Task goal. What is the number of lines in the listing below that contain the word "paths"? Give only that number.

=== Supplied material ===

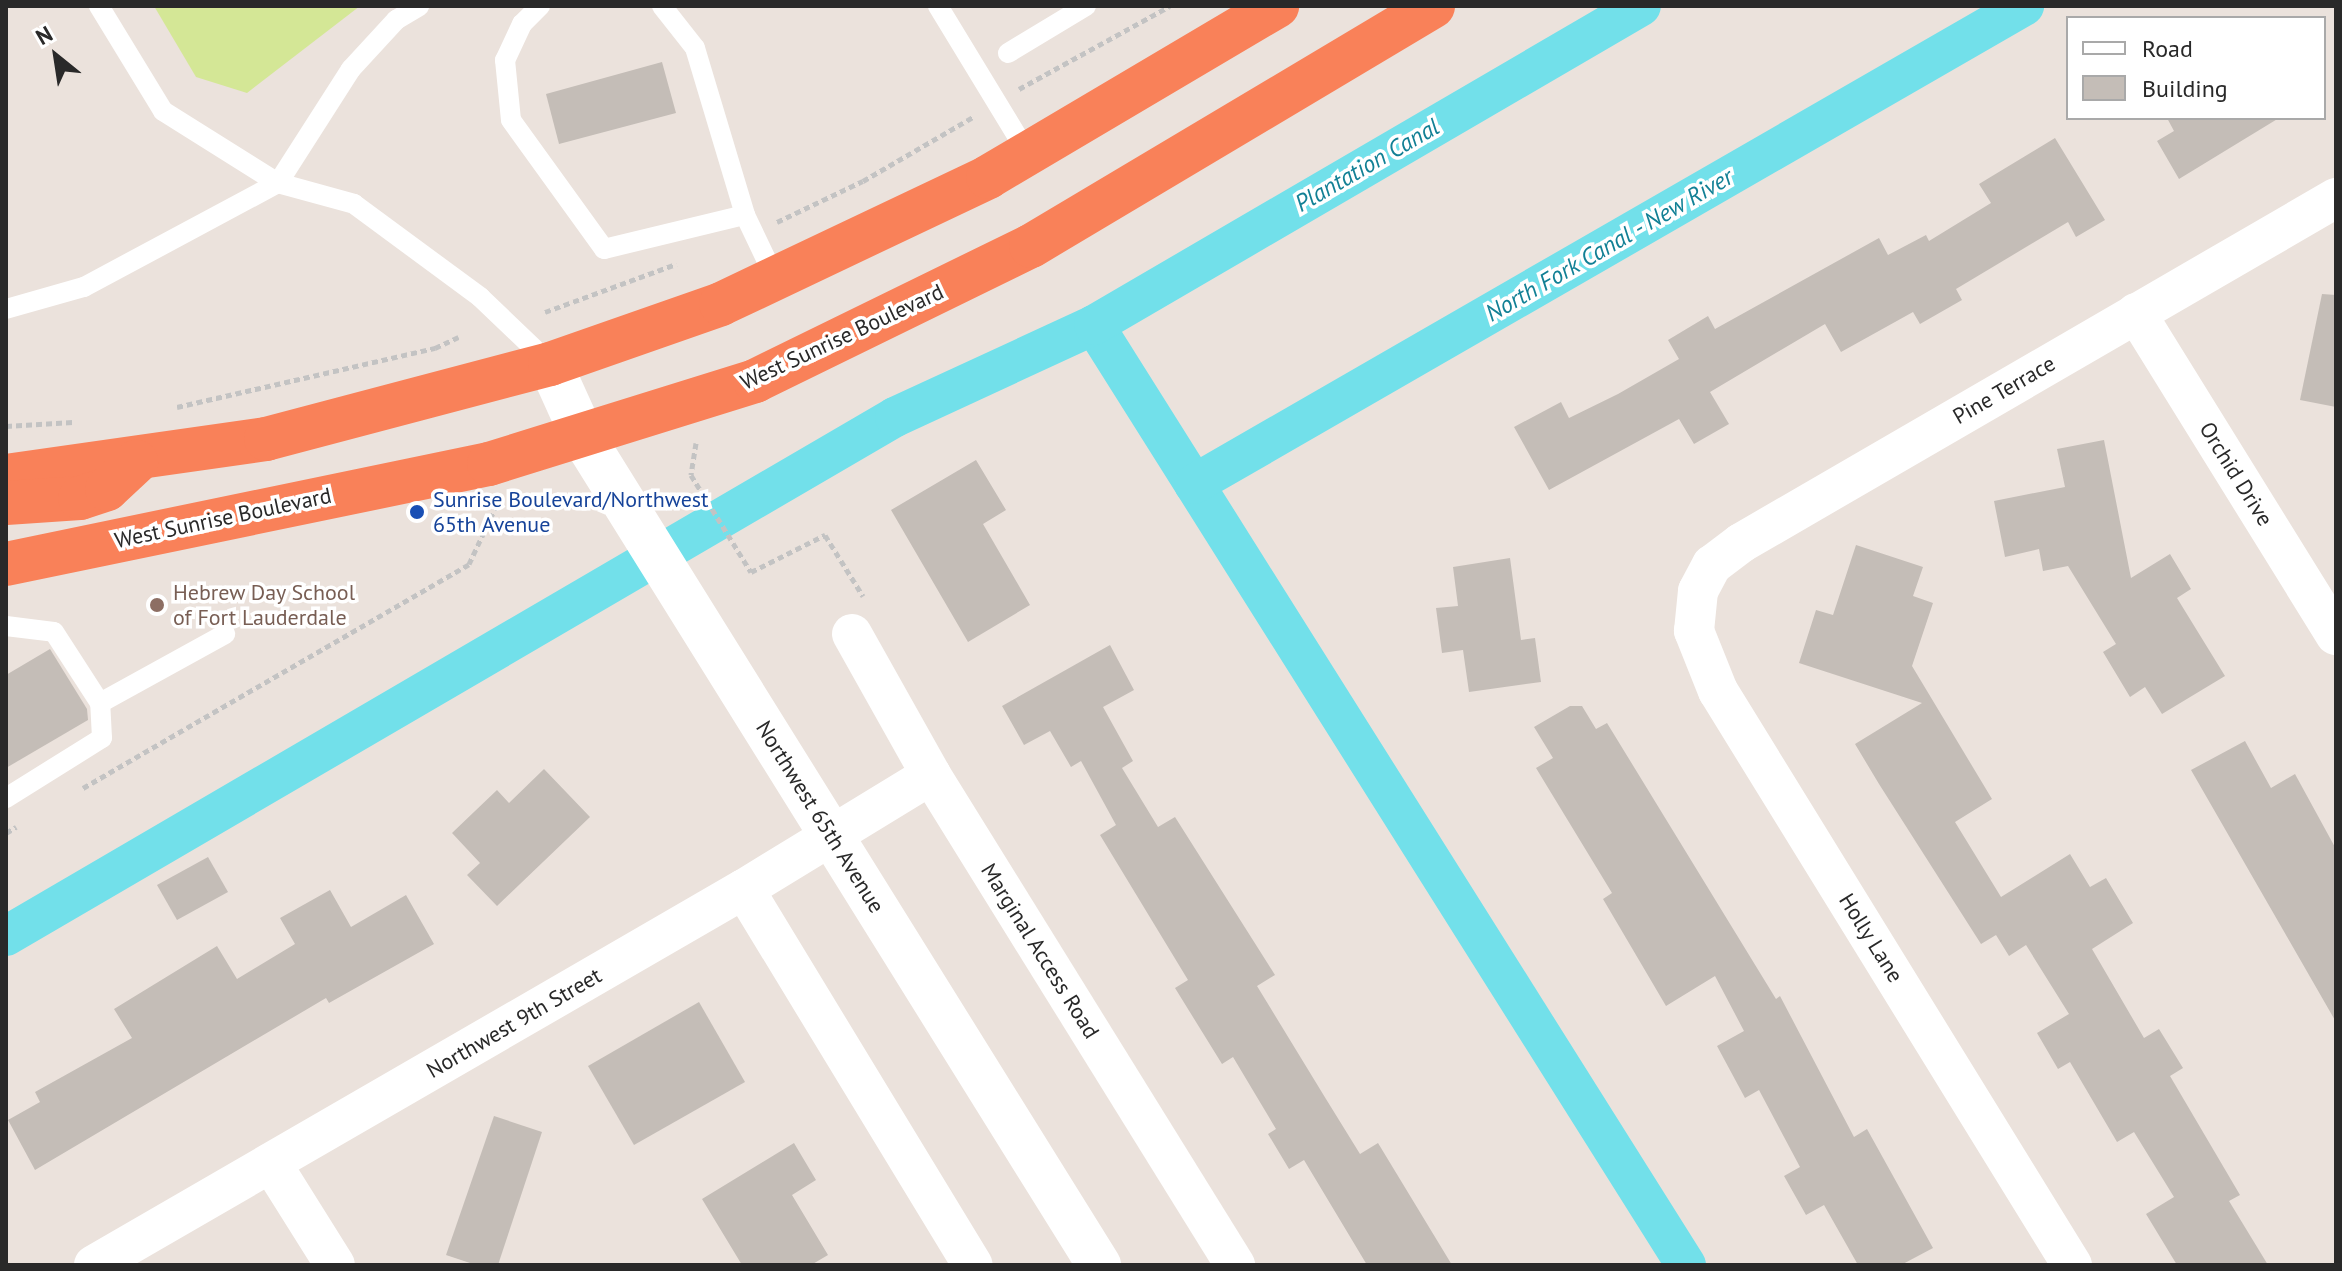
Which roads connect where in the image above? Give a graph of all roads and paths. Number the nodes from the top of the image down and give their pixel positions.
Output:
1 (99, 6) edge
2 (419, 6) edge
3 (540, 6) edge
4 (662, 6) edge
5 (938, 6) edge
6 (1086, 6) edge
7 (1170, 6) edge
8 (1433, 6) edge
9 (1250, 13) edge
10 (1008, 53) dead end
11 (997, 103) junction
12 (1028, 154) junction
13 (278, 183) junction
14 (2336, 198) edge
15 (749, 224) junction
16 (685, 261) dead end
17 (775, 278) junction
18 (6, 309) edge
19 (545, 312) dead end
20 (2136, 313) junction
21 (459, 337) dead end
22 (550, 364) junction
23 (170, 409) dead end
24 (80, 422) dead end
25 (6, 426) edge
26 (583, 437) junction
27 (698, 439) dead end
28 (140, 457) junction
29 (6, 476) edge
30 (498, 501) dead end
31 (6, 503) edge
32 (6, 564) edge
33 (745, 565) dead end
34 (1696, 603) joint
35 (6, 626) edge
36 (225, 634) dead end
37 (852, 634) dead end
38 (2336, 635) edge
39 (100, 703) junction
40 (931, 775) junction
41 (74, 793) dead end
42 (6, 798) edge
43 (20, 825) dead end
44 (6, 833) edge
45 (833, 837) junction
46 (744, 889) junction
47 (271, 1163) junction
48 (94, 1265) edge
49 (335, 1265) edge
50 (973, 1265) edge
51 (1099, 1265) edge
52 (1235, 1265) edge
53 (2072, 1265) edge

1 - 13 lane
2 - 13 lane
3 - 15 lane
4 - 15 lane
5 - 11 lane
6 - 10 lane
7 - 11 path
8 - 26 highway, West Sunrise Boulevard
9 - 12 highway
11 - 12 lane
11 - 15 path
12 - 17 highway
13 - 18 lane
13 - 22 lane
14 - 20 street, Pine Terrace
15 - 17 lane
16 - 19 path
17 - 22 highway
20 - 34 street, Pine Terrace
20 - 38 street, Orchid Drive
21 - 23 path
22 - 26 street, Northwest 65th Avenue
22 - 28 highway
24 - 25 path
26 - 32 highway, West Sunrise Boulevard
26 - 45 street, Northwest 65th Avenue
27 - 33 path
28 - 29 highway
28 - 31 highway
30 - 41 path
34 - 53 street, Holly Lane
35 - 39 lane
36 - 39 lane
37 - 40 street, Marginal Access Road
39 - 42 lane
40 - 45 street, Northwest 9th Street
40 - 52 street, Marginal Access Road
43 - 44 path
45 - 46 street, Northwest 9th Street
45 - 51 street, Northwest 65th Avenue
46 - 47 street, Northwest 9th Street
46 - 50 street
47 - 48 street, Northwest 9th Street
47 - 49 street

===
=== Supplied material ===

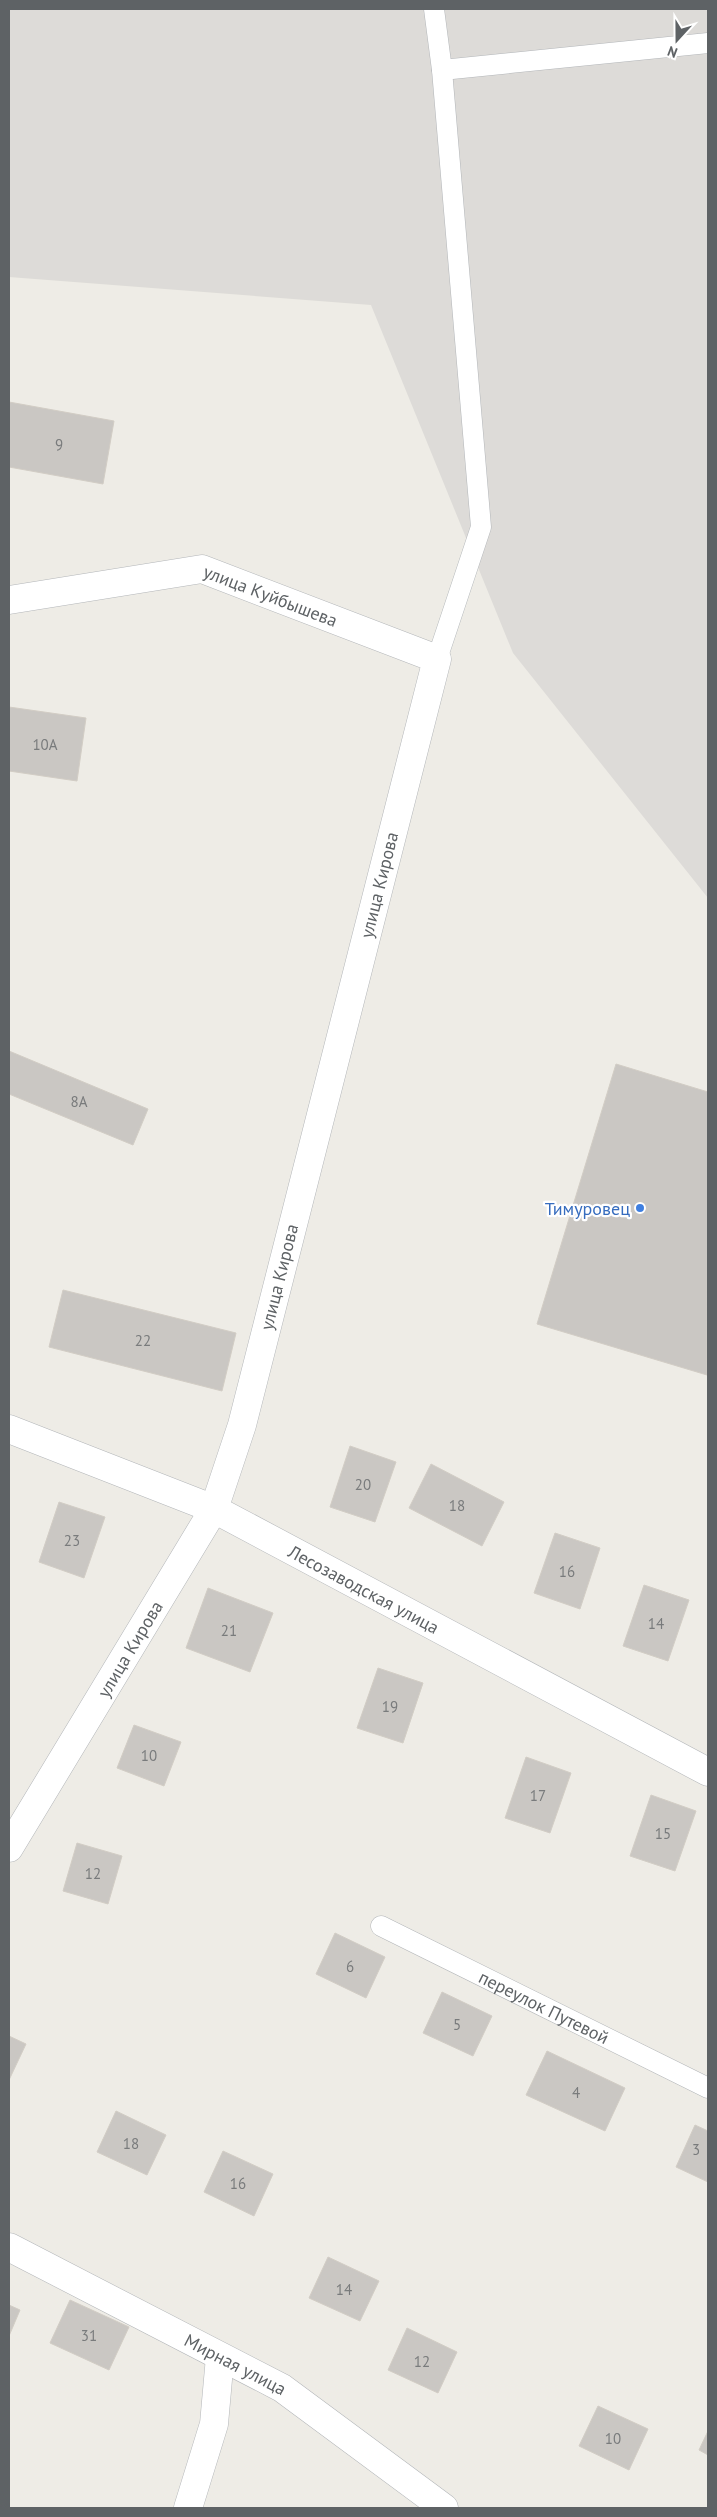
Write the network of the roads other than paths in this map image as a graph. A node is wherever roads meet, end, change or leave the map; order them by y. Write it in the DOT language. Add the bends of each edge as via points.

===

Written response. 2